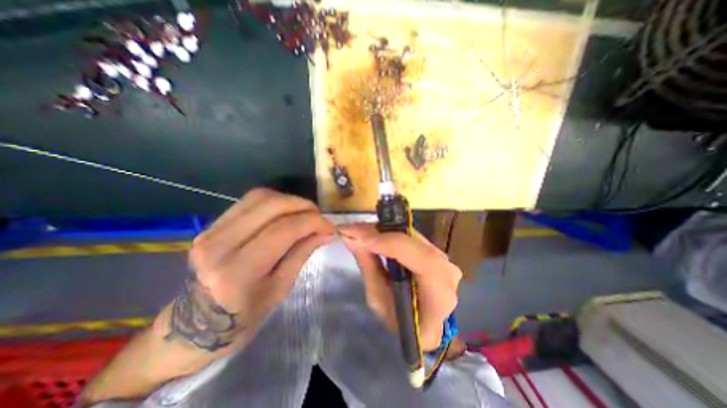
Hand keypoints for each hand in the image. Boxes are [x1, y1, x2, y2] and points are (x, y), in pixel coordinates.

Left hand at [80, 189, 334, 406]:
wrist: (195, 324)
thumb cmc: (244, 315)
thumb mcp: (280, 288)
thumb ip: (302, 253)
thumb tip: (326, 231)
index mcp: (237, 272)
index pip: (284, 230)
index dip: (313, 222)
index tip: (329, 226)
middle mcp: (219, 245)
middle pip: (271, 205)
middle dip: (302, 205)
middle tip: (318, 216)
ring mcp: (210, 231)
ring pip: (259, 197)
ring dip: (289, 200)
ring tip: (304, 213)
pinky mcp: (211, 225)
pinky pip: (249, 202)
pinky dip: (274, 202)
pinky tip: (285, 212)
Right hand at [337, 223, 459, 350]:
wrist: (419, 321)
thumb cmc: (399, 319)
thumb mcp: (379, 300)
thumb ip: (369, 266)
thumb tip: (350, 237)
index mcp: (440, 297)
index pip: (424, 262)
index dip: (393, 245)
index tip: (362, 238)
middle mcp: (447, 272)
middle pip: (416, 243)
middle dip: (381, 233)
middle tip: (352, 229)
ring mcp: (443, 258)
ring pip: (411, 235)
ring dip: (383, 230)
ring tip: (358, 230)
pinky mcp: (433, 250)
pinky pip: (409, 236)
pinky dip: (389, 232)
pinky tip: (372, 233)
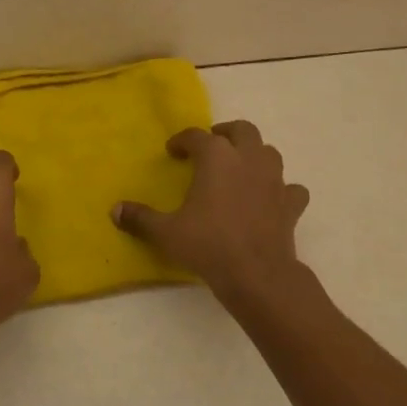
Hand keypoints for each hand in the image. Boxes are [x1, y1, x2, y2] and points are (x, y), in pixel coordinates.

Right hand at [112, 120, 309, 302]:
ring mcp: (274, 180)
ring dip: (254, 155)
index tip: (172, 151)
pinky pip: (290, 188)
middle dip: (225, 134)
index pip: (196, 136)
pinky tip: (270, 199)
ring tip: (239, 169)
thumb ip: (140, 218)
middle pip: (241, 130)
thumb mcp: (166, 232)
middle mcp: (247, 159)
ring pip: (269, 152)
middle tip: (211, 146)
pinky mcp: (291, 204)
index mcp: (216, 157)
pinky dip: (281, 189)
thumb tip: (115, 210)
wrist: (258, 275)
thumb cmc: (208, 244)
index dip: (181, 140)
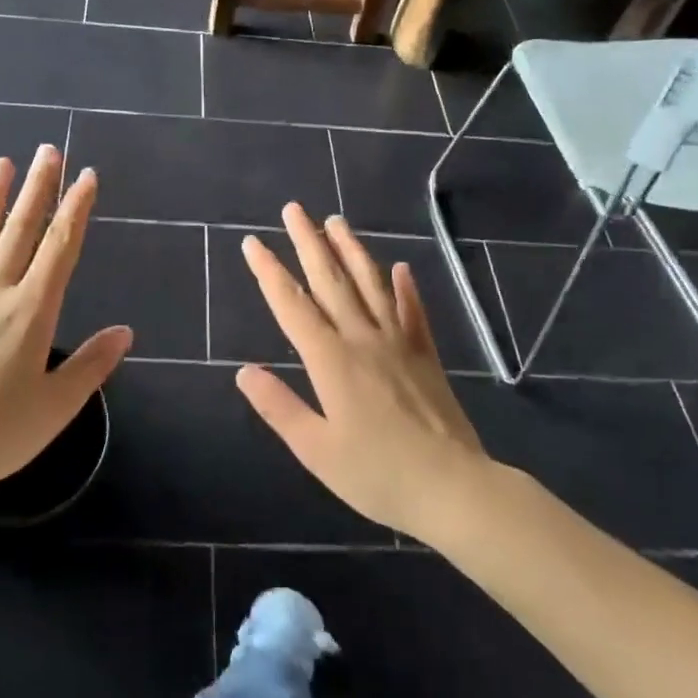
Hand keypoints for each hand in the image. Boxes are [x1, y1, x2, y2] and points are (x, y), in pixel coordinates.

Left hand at [0, 145, 131, 507]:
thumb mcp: (56, 407)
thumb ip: (91, 365)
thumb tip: (125, 331)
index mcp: (31, 312)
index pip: (60, 248)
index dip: (76, 209)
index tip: (86, 176)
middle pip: (20, 232)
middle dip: (38, 189)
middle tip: (48, 151)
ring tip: (1, 164)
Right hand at [237, 204, 490, 544]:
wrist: (453, 487)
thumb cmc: (378, 475)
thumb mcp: (316, 451)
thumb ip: (279, 407)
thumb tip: (243, 371)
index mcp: (330, 361)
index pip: (292, 306)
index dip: (269, 272)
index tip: (252, 243)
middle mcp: (362, 339)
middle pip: (330, 281)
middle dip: (308, 242)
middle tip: (293, 209)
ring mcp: (398, 342)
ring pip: (370, 284)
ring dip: (351, 249)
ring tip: (336, 220)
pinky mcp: (425, 354)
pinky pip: (413, 311)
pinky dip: (405, 287)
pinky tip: (400, 266)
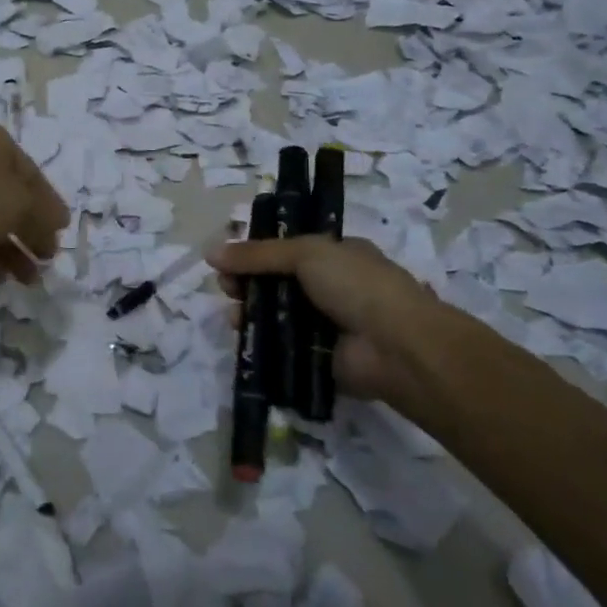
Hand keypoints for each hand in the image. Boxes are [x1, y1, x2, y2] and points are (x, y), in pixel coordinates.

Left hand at [0, 123, 69, 283]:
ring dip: (10, 251)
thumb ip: (44, 216)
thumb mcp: (21, 205)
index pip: (33, 176)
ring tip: (28, 281)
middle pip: (11, 199)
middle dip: (31, 233)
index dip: (50, 207)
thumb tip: (59, 222)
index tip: (61, 235)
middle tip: (47, 260)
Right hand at [209, 235, 444, 418]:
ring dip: (251, 311)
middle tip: (226, 287)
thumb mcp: (306, 254)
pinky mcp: (318, 357)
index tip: (229, 258)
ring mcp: (326, 324)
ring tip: (232, 314)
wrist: (396, 347)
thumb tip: (210, 252)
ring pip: (277, 314)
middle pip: (277, 281)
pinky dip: (262, 341)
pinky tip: (243, 337)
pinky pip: (283, 346)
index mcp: (336, 254)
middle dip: (248, 282)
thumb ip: (257, 254)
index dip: (257, 251)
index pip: (288, 248)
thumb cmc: (357, 286)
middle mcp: (332, 287)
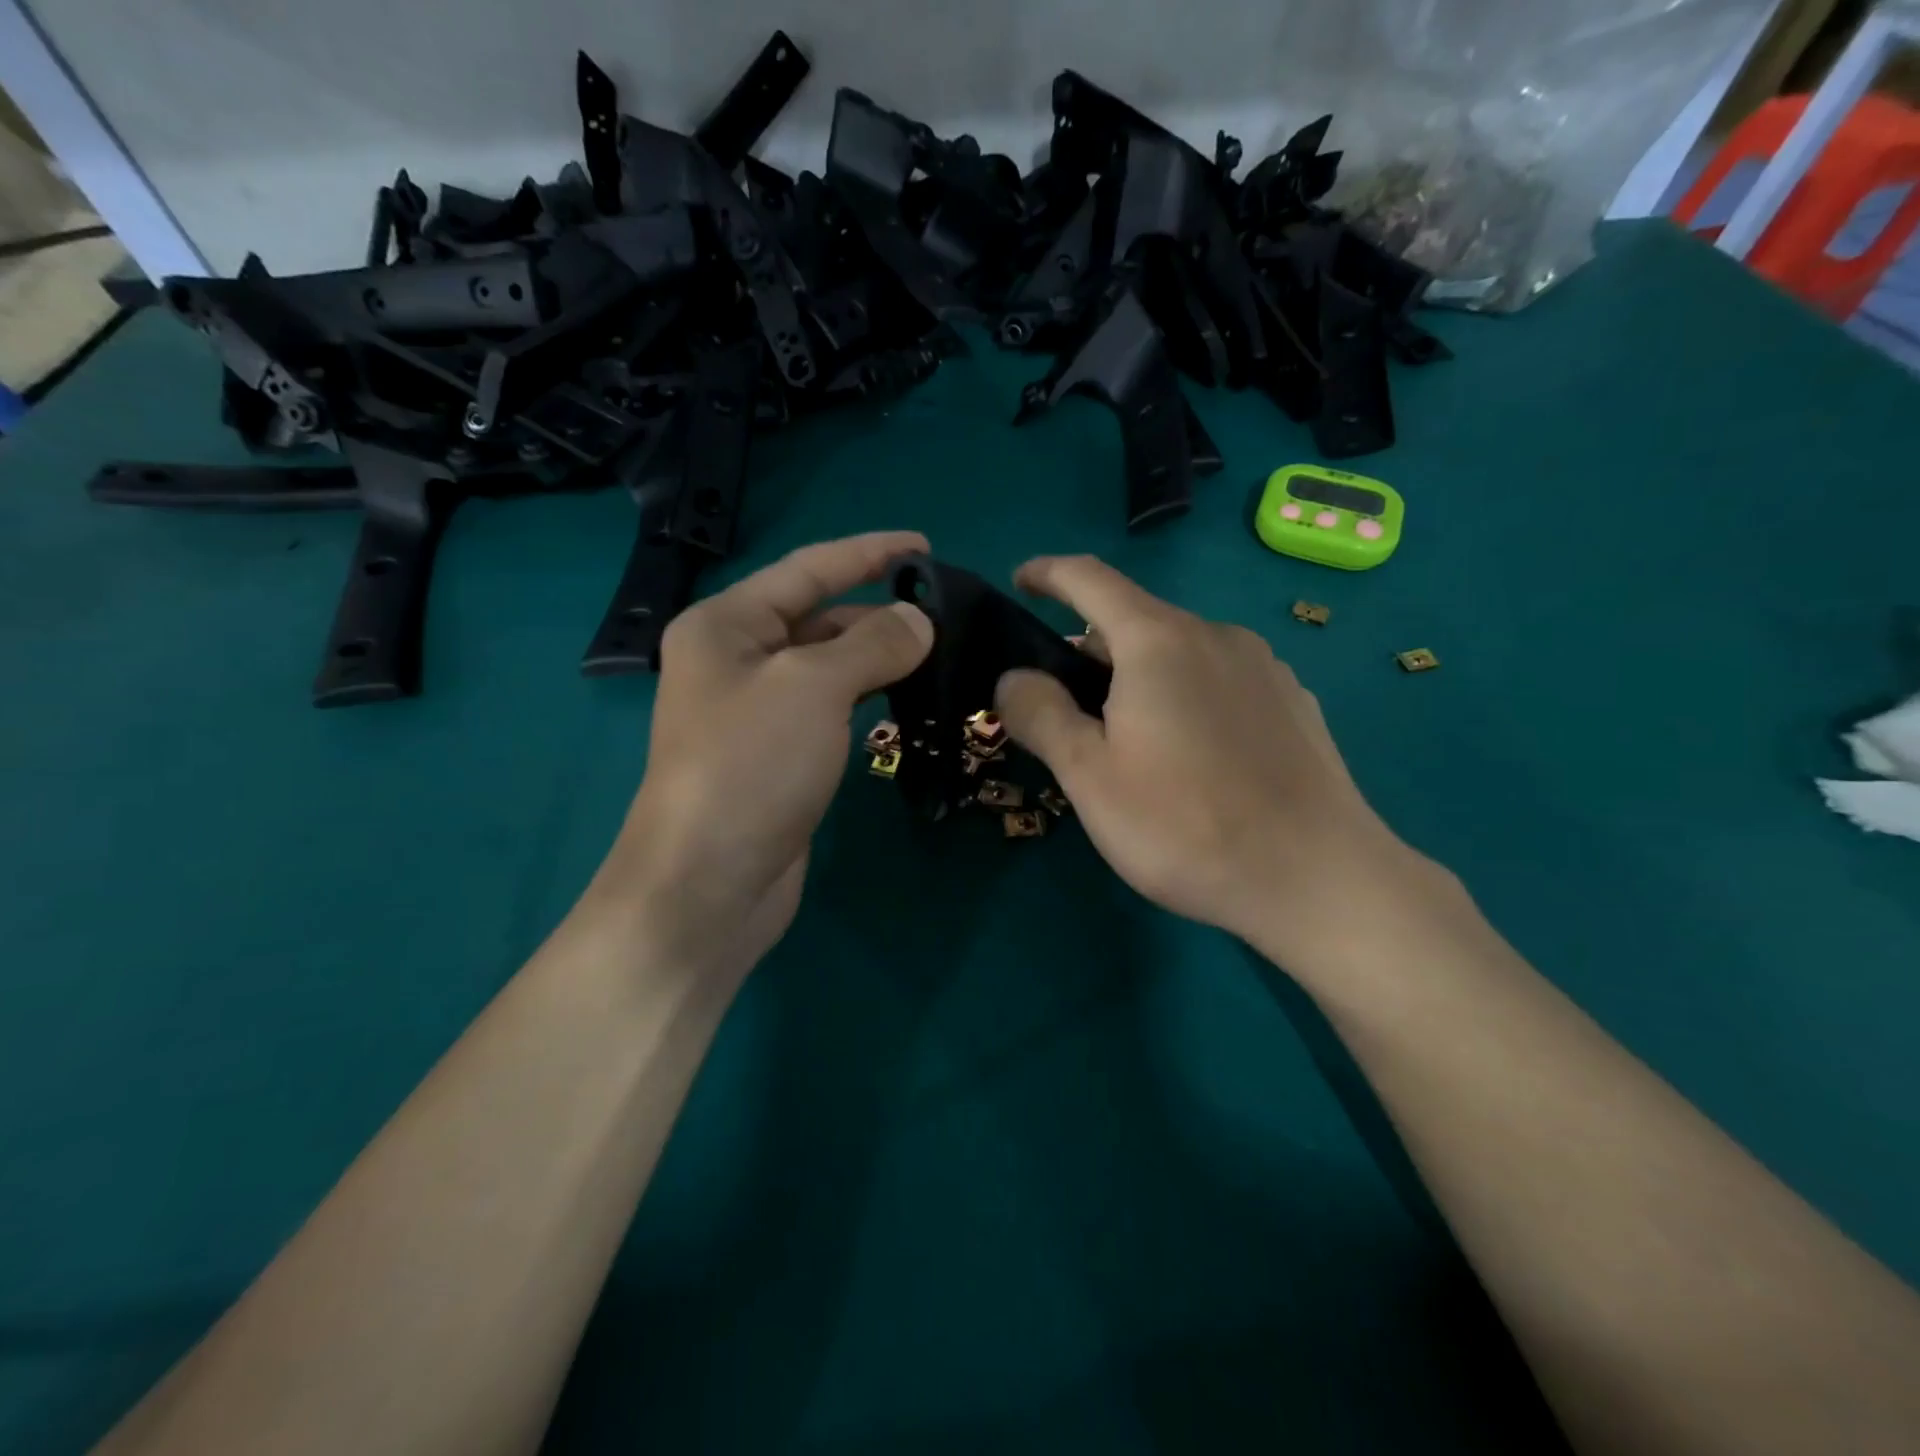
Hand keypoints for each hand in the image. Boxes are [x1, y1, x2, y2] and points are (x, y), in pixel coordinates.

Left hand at [592, 532, 933, 982]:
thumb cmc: (751, 765)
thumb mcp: (815, 686)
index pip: (807, 570)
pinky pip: (830, 708)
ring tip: (938, 654)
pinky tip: (904, 699)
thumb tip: (919, 621)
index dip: (867, 552)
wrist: (709, 882)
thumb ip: (873, 643)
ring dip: (877, 658)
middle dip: (878, 612)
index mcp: (726, 624)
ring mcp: (755, 712)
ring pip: (827, 667)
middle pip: (817, 617)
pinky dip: (866, 697)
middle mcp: (735, 660)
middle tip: (945, 617)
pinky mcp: (778, 755)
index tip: (924, 546)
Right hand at [994, 555, 1430, 969]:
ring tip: (1127, 739)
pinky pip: (1220, 680)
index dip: (1049, 573)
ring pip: (1181, 652)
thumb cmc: (1185, 825)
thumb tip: (1014, 677)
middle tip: (1064, 706)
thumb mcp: (1089, 777)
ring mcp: (1264, 667)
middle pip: (1136, 621)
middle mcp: (1215, 635)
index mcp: (1158, 641)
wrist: (1317, 877)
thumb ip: (1042, 715)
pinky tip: (1192, 756)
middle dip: (1091, 649)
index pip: (1090, 579)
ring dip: (1140, 676)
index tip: (1021, 582)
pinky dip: (1186, 695)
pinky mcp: (1294, 702)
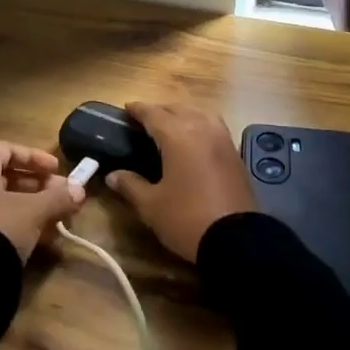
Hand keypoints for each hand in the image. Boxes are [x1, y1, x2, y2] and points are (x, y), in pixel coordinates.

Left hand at [0, 141, 84, 260]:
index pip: (7, 149)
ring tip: (57, 223)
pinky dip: (15, 226)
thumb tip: (80, 191)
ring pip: (0, 203)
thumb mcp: (32, 211)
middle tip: (63, 198)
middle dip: (39, 188)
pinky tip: (39, 241)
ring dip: (31, 209)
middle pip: (5, 178)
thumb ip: (57, 198)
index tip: (58, 171)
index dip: (36, 158)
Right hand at [105, 101, 256, 261]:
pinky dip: (200, 125)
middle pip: (178, 109)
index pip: (153, 114)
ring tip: (171, 127)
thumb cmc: (187, 219)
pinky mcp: (235, 154)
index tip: (127, 108)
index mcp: (178, 136)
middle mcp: (202, 129)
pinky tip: (194, 141)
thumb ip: (130, 185)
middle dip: (160, 111)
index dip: (138, 109)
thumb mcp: (151, 206)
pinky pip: (214, 127)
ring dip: (183, 115)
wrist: (237, 241)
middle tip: (144, 121)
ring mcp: (222, 140)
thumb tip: (112, 176)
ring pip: (200, 114)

◆ **TASK TO CARRY OUT**:
Your answer must be the full listing, copied exactly, with no pictures in it.

◆ **TASK RESULT**:
Hand keypoints for each hand in the image. Boxes are [x1, y1, x2, y2] and points are (x, y), in pixel coordinates.

Left hand at [80, 189, 334, 406]:
wrist: (195, 324)
thumb cmc: (244, 315)
thumb mcp: (280, 288)
thumb ip: (302, 253)
thumb tip: (326, 231)
index mcp: (237, 272)
index pip: (284, 230)
index dip: (313, 222)
index tip: (329, 226)
middle mcp: (219, 245)
middle pip: (271, 205)
middle dip: (302, 205)
middle tip: (318, 216)
ring mcp: (210, 231)
ring pip: (259, 197)
ring dip: (289, 200)
ring tip: (304, 213)
pinky mcp: (211, 225)
pinky pip: (249, 202)
pinky dip: (274, 202)
pinky tip: (285, 212)
Right hand at [337, 223, 459, 350]:
wrist: (419, 321)
thumb cmc: (399, 319)
thumb mcp: (379, 300)
thumb ip: (369, 266)
thumb tip: (350, 237)
index mcp: (440, 297)
index pip: (424, 262)
index dip: (393, 245)
index tip: (362, 238)
middle mcp: (447, 272)
middle pip: (416, 243)
middle dip: (381, 233)
middle tip: (352, 229)
ring mcp: (443, 258)
ring pip: (411, 235)
ring dip: (383, 230)
ring tip: (358, 230)
pinky mcp: (433, 250)
pinky pip: (409, 236)
pinky dip: (389, 232)
pinky tip: (372, 233)
Hand keypoints for each hand in the image. Boxes are [x1, y1, x2, y2] and points are (x, y), in pixel coordinates.

Right hand at [112, 120, 309, 302]:
ring mcp: (274, 180)
ring dip: (254, 155)
index tip: (172, 151)
pinky pip: (290, 188)
middle dip: (225, 134)
index pip: (196, 136)
pinky tip: (270, 199)
ring tip: (239, 169)
thumb ip: (140, 218)
middle pip: (241, 130)
thumb mcp: (166, 232)
middle mcp: (247, 159)
ring pip: (269, 152)
middle tip: (211, 146)
pinky mcp: (291, 204)
index mcp: (216, 157)
pinky dip: (281, 189)
thumb tip: (115, 210)
wrist: (258, 275)
thumb cmc: (208, 244)
index dip: (181, 140)
Hand keypoints for each hand in the image. Boxes are [x1, y1, x2, y2] and points are (x, y), in pixel coordinates.

Left hand at [0, 145, 131, 507]:
thumb mcp: (56, 407)
thumb ip: (91, 365)
thumb tip: (125, 331)
index mcp: (31, 312)
index pip: (60, 248)
index dip: (76, 209)
index tip: (86, 176)
middle pip: (20, 232)
middle dip: (38, 189)
middle tip: (48, 151)
ring tip: (1, 164)
Right hand at [237, 204, 490, 544]:
wrist: (453, 487)
thumb cmc: (378, 475)
thumb mcp: (316, 451)
thumb ip: (279, 407)
thumb tip: (243, 371)
index mcp: (330, 361)
index pip: (292, 306)
index dip: (269, 272)
index tip: (252, 243)
middle mcp: (362, 339)
middle pip: (330, 281)
middle dip: (308, 242)
middle tip: (293, 209)
ring mcp: (398, 342)
ring pip: (370, 284)
ring dip: (351, 249)
ring tip: (336, 220)
pinky mcp: (425, 354)
pinky pip: (413, 311)
pinky dip: (405, 287)
pinky tip: (400, 266)
Hand keypoints for each hand in the image. Boxes are [x1, y1, x2, y2] and points are (x, y), in pixel coordinates.

Left hand at [0, 123, 69, 283]:
ring dip: (10, 251)
thumb ip: (44, 216)
thumb mcp: (21, 205)
index pip: (33, 176)
ring tip: (28, 281)
middle pip: (11, 199)
middle dip: (31, 233)
index dip: (50, 207)
thumb tip: (59, 222)
index tip: (61, 235)
middle tip: (47, 260)
Right hand at [209, 235, 444, 418]:
ring dip: (251, 311)
middle tip: (226, 287)
thumb mcp: (306, 254)
pinky mcp: (318, 357)
index tip: (229, 258)
ring mcp: (326, 324)
ring tip: (232, 314)
wrist: (396, 347)
thumb tip: (210, 252)
ring pip: (277, 314)
middle pip: (277, 281)
pinky dip: (262, 341)
pinky tip: (243, 337)
pinky pip: (283, 346)
index mcp: (336, 254)
middle dip: (248, 282)
thumb ip: (257, 254)
index dip: (257, 251)
index pip: (288, 248)
thumb cmc: (357, 286)
middle mcp: (332, 287)
Hand keypoints for each hand in the image. Boxes are [x1, y1, x2, y2] and points are (x, y), in pixel coordinates.

Left hand at [592, 532, 933, 982]:
thumb cmc: (751, 765)
thumb mcp: (815, 686)
index pip: (807, 570)
pinky pip: (830, 708)
ring tip: (938, 654)
pinky tip: (904, 699)
thumb tip: (919, 621)
index dip: (867, 552)
wrist: (709, 882)
thumb ip: (873, 643)
ring dip: (877, 658)
middle dip: (878, 612)
index mcp: (726, 624)
ring mcp: (755, 712)
ring pip: (827, 667)
middle pip: (817, 617)
pinky dip: (866, 697)
middle mcp: (735, 660)
middle tip: (945, 617)
pinky mcp: (778, 755)
index tip: (924, 546)
Right hand at [994, 555, 1430, 969]:
ring tip: (1127, 739)
pinky pip: (1220, 680)
index dip: (1049, 573)
ring pip: (1181, 652)
thumb cmc: (1185, 825)
thumb tip: (1014, 677)
middle tip: (1064, 706)
thumb mcp: (1089, 777)
ring mcp: (1264, 667)
middle pip: (1136, 621)
middle mcp: (1215, 635)
index mcp: (1158, 641)
wrist: (1317, 877)
thumb ip: (1042, 715)
pinky tip: (1192, 756)
middle dip: (1091, 649)
index pip: (1090, 579)
ring dip: (1140, 676)
index tip: (1021, 582)
pinky dip: (1186, 695)
pinky mcp: (1294, 702)
Hand keypoints for each hand in the image. Boxes are [x1, y1, x2, y2] and points are (x, y), in pixel coordinates.

Left hand at [0, 141, 84, 260]:
index pip: (7, 149)
ring tip: (57, 223)
pinky dip: (15, 226)
thumb tip: (80, 191)
ring pip: (0, 203)
thumb mcp: (32, 211)
middle tip: (63, 198)
middle dip: (39, 188)
pinky tip: (39, 241)
ring dip: (31, 209)
middle pip: (5, 178)
thumb ip: (57, 198)
index tip: (58, 171)
index dip: (36, 158)
Right hand at [105, 101, 256, 261]:
pinky dip: (200, 125)
middle pip: (178, 109)
index pip: (153, 114)
ring tip: (171, 127)
thumb cmc: (187, 219)
pinky mcp: (235, 154)
index tip: (127, 108)
index mcp: (178, 136)
middle mcp: (202, 129)
pinky tip: (194, 141)
thumb ip: (130, 185)
middle dip: (160, 111)
index dip: (138, 109)
thumb mcp: (151, 206)
pinky pip: (214, 127)
ring dip: (183, 115)
wrist: (237, 241)
middle tip: (144, 121)
ring mcp: (222, 140)
thumb tip: (112, 176)
ring pip: (200, 114)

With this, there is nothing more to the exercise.